Aerith Gainsborough had left life suddenly and gracelessly, died and then drowned, closed her eyes for the last time and then not slept for seven hundred and sixty-four days after that.

Life had been hard, but death was harder; always too conscious to move away from other souls, too kind not to help them remember, and far too willing to trade their suffering for her soft words. When her eyes finally opened she was blinded by pure white light—Lifestream?—and felt its tendrils wrapped around her body, holding her down to the ground.

There were knives running through her, jagged from her chest to her throat, and the pain only eased when she realised it was nothing more than oxygen coursing through her, cold and strange. She lay there, dancing on the edge of consciousness for longer than her mind could register, learning to keep eyes open for seconds at a time.

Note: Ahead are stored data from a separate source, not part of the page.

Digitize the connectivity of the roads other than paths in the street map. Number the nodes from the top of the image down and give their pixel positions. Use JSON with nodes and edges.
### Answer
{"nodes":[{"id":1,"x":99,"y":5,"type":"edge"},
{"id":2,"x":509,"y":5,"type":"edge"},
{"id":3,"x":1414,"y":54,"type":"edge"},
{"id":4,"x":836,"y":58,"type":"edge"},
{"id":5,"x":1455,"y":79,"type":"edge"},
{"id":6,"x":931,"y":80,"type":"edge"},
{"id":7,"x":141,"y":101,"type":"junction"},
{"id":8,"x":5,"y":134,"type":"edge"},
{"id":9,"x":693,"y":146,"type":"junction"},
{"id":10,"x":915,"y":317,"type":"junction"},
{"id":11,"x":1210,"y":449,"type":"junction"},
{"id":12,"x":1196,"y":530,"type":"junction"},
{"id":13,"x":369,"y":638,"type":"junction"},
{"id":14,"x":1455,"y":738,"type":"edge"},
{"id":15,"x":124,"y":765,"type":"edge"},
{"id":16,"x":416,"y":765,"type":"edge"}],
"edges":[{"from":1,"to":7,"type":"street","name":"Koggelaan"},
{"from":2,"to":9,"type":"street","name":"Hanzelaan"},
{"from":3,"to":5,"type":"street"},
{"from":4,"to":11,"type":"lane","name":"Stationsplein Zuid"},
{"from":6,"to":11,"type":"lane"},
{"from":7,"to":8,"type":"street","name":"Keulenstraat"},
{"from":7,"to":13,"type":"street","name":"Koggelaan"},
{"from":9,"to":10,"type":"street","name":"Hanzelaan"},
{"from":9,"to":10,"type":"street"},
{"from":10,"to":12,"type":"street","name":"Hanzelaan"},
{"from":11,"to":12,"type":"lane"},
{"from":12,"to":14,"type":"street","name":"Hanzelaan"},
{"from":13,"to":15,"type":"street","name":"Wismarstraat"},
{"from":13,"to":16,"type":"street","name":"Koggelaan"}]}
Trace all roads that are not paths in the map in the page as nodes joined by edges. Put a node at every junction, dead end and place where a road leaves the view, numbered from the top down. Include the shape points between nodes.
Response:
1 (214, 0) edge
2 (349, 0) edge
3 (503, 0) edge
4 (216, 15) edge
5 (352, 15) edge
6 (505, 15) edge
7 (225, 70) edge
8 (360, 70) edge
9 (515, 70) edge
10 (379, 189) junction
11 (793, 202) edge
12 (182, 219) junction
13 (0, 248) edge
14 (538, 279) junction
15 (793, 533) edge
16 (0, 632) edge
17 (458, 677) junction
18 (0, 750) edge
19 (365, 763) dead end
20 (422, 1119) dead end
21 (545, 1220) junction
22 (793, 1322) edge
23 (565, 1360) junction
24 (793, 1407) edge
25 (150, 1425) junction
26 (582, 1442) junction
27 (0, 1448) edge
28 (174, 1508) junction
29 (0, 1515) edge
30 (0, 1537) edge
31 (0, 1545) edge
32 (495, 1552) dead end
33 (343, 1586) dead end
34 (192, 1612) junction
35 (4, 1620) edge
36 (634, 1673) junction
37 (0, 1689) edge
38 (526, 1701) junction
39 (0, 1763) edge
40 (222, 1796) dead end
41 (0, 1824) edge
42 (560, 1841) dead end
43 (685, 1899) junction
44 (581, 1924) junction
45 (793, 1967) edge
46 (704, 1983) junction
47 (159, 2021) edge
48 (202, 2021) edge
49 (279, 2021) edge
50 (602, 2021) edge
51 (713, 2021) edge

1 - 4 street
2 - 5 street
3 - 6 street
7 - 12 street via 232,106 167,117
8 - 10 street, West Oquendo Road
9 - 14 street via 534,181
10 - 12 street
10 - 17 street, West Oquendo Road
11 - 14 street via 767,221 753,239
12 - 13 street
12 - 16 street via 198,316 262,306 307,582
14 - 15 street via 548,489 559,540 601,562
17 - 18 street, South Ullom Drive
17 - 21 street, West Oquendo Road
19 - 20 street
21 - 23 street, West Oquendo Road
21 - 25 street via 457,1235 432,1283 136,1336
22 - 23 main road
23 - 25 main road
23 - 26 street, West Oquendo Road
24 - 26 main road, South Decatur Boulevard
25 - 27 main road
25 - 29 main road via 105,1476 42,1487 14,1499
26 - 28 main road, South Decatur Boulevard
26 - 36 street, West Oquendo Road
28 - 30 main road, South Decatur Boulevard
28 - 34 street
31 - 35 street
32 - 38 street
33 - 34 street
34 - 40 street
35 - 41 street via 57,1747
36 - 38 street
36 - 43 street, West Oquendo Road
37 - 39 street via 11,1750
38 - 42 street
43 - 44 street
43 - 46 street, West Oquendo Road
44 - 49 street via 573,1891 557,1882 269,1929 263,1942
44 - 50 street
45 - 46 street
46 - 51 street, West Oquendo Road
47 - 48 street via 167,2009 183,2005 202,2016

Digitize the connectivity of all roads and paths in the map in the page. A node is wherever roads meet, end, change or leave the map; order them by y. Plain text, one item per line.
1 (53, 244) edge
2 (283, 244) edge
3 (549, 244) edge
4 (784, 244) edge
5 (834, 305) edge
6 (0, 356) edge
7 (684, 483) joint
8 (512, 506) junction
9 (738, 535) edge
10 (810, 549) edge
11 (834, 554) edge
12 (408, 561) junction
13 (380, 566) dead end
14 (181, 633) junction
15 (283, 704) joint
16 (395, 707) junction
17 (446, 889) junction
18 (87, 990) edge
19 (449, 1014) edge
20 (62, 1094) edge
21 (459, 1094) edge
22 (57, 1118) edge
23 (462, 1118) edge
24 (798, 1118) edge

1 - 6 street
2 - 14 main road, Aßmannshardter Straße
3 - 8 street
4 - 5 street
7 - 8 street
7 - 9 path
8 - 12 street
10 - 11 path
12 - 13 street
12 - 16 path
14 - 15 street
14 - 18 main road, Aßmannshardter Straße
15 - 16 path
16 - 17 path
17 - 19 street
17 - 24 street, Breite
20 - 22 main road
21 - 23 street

Aerith wasn't sure what to take in first: to notice the way her surroundings were actually quite dim once her eyes were under her control once more, or the fact that she was _breathing_, and oh, dead people just didn't _breathe_.

Her eyes, it seemed, still needed time to learn to see again, and her senses had to reline from their current state of synaesthesia—colours of what should be the Lifestream wrapped around blurred before her, until, finally, she realised that the real Lifestream had been cut from her like a lifeline.

They were arms around her; arms that had caught her before.

A formless whisper fled her lips as she finally locked onto him: face the same as it had been (or was it more worn and scarred?) hair the same as it had been (surely it was much duller now?) and eyes the same as ever (oh, they burnt brightly still). If her own eyes hadn't been in the habit of deceiving her, she might have been able to pick apart the differences in expression; concern and heart-stopping fear were not necessarily the same thing.

She tried to speak again and failed, but strength came from somewhere. The sudden movement made her stomach turn and her head spin, but her arms weaved around him, just as he had been supporting her before. 

She clung to him with all she had, as close as she could bring herself, and barely noticing when arms didn't hold her too. It all made her want to weep, and she couldn't tell if it was sorrow, joy, or something in between. A dream, perhaps; she might had finally fallen into a sleep somewhere in the planet's depths. In the end, it didn't matter if this was reality or not—the breathing, the seeing, the pain; that much was true.

The touch made her heart miss a beat, and it was surprisingly painful to jerk something that had only just started working again. His hands pressed gently against her shoulders, pushing her away so she was face to face with him.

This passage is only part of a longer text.